EXERCISE AIM: Where does the string "graph" appear in the records? Copy each line that holds it.

DATA SUPPLIED:

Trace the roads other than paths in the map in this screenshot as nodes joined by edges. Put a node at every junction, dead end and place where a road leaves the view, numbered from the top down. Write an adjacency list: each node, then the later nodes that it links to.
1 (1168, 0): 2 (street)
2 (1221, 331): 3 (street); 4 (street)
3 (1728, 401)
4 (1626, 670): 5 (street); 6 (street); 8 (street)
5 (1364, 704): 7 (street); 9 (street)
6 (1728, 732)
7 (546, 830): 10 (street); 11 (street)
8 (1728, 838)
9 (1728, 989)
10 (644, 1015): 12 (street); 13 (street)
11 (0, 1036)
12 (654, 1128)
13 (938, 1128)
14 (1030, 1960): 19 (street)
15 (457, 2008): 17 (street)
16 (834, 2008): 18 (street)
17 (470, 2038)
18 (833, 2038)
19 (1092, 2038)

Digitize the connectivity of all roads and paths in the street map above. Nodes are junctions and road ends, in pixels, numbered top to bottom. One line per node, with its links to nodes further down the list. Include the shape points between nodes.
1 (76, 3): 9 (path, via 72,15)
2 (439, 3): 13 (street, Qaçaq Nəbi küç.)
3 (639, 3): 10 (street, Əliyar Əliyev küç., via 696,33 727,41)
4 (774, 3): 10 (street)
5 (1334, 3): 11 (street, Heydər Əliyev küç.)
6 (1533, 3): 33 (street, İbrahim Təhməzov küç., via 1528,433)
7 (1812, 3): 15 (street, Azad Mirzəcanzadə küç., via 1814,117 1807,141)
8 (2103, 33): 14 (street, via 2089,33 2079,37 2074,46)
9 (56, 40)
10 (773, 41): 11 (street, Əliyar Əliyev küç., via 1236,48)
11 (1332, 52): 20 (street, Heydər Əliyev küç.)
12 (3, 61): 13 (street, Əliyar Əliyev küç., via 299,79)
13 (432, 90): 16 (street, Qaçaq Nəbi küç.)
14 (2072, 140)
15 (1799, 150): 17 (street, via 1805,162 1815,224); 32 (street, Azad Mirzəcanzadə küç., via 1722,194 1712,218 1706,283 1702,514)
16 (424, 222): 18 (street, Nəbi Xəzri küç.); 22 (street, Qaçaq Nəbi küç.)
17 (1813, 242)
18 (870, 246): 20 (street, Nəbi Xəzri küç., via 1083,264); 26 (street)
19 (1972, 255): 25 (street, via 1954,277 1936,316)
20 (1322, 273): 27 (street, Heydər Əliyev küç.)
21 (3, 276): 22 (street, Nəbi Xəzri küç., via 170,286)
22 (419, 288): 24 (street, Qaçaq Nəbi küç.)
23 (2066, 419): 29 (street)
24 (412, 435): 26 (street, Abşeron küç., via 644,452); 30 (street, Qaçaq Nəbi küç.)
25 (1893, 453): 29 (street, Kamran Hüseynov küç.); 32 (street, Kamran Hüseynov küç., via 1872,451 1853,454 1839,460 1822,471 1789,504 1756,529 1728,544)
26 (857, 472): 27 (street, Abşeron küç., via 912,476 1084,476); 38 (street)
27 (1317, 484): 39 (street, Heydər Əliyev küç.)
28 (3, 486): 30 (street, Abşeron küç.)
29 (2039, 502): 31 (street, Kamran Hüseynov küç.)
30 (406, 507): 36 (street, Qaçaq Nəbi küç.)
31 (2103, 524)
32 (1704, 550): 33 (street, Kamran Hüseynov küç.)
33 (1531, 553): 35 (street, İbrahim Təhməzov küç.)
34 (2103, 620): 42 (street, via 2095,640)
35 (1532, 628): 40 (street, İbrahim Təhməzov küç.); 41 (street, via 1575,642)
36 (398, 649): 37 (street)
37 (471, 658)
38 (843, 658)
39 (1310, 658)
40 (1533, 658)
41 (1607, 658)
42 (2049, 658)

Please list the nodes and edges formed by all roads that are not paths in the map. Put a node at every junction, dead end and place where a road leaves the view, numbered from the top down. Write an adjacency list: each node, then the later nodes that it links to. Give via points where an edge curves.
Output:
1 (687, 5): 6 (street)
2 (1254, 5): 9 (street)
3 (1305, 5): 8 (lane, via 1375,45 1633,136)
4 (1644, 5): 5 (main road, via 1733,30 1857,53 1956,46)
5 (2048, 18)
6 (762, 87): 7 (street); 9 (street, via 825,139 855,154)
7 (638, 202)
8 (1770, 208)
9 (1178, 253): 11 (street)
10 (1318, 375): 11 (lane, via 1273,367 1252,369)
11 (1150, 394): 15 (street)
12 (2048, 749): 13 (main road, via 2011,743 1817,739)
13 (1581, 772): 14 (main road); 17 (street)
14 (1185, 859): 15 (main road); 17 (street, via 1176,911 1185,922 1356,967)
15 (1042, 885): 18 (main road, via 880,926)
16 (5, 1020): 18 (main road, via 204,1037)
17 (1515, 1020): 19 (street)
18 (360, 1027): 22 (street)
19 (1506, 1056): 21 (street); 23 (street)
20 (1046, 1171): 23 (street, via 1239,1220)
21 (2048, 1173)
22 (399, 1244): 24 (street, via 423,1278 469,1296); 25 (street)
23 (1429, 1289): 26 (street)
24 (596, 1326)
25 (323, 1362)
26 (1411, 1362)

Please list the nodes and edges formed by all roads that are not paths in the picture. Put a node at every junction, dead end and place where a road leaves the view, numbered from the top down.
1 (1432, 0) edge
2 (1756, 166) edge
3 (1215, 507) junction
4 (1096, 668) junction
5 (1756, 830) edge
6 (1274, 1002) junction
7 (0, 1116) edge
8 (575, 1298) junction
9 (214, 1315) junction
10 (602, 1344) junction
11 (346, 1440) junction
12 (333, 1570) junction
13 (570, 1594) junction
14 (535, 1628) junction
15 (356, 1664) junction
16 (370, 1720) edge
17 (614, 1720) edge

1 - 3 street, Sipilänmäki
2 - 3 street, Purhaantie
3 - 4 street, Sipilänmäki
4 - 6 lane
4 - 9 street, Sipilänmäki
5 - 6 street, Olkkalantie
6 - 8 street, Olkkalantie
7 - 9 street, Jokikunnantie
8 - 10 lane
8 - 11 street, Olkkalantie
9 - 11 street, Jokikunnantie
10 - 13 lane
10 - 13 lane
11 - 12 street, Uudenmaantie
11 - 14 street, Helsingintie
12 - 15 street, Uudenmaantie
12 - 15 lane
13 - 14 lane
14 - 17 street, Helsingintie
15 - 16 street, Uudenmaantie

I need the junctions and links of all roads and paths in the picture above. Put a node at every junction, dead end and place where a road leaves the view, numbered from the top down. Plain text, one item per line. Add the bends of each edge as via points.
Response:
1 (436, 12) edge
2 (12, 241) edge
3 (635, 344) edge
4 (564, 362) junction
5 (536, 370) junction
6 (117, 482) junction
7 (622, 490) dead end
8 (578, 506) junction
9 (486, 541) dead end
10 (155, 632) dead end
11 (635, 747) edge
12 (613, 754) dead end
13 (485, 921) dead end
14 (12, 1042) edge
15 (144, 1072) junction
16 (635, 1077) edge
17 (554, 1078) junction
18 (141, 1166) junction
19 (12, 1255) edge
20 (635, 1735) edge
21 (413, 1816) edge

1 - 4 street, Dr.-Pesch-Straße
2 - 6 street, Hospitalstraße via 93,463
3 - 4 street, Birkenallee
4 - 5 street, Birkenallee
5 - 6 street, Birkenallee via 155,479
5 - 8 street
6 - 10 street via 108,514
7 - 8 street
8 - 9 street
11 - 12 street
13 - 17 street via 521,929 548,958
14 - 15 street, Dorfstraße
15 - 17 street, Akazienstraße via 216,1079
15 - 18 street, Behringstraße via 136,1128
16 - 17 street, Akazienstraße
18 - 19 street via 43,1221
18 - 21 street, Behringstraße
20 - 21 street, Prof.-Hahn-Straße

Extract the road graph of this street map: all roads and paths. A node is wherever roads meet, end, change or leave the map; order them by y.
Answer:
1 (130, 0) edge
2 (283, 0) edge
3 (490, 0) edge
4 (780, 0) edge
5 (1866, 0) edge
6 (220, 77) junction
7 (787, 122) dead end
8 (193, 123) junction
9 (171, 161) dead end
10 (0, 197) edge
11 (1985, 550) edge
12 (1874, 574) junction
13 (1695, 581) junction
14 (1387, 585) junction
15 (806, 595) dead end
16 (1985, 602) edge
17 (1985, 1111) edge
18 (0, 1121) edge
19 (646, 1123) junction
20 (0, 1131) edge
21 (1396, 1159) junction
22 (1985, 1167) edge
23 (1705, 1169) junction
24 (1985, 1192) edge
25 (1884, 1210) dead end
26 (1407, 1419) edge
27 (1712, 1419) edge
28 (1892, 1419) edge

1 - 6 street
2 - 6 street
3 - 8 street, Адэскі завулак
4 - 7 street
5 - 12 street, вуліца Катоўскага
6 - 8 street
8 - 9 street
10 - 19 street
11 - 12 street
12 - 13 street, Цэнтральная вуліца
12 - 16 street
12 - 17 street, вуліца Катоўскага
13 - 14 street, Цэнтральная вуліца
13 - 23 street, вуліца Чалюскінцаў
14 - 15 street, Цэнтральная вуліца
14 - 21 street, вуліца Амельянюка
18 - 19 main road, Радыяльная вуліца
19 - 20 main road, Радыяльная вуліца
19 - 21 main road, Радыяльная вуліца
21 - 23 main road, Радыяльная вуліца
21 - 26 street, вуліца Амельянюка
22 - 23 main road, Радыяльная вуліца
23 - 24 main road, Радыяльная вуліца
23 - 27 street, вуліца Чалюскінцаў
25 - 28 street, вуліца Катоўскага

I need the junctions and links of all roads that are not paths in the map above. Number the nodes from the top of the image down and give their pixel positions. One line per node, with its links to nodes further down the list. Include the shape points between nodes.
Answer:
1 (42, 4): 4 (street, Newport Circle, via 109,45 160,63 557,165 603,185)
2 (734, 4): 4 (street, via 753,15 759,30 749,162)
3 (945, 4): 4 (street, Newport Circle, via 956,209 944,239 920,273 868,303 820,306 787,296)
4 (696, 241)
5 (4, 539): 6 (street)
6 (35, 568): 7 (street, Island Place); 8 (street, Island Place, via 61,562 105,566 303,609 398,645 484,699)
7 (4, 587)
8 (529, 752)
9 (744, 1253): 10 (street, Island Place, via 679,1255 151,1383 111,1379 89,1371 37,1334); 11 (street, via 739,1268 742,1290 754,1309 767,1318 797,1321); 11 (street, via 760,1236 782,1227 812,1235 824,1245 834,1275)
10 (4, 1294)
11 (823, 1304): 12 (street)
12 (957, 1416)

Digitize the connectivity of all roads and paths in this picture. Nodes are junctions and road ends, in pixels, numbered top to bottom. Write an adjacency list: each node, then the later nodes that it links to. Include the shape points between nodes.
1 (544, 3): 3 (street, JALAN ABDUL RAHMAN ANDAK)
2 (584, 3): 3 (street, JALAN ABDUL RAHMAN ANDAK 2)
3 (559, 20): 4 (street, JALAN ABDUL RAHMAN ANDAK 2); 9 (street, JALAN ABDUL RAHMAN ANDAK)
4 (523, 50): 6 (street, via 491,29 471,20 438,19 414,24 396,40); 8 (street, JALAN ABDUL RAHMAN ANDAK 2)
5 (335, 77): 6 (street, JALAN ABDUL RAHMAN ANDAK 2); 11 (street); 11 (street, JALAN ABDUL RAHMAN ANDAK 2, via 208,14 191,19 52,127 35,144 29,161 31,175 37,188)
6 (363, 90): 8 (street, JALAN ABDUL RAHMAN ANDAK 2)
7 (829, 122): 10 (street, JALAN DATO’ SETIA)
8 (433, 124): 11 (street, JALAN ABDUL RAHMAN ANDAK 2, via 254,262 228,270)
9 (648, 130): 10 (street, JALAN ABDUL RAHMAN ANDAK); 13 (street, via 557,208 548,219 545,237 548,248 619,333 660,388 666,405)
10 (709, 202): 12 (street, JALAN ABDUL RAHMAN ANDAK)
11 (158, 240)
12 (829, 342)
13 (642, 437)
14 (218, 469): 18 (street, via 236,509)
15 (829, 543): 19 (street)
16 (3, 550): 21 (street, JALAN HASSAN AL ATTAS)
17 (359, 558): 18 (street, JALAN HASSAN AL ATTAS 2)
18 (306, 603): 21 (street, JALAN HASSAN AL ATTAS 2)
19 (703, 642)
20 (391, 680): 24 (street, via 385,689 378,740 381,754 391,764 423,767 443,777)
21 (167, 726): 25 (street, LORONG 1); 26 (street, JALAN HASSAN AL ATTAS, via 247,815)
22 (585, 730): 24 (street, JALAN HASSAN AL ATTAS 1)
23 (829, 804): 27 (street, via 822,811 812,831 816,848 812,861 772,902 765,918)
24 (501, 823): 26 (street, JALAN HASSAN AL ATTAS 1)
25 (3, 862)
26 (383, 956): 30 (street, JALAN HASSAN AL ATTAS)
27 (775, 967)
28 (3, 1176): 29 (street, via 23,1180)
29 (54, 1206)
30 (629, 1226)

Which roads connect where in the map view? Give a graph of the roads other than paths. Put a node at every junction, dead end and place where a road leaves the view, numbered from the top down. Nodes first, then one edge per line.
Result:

SOLUTION TO THIS EXERCISE:
Extract the road graph of this street map: all roads and paths. A node is wherever roads meet, end, change or leave the map; order them by y.
Which roads connect where in the map view? Give a graph of the roads other than paths. Put a node at every junction, dead end and place where a road leaves the view, numbered from the top down. Nodes first, then one edge per line.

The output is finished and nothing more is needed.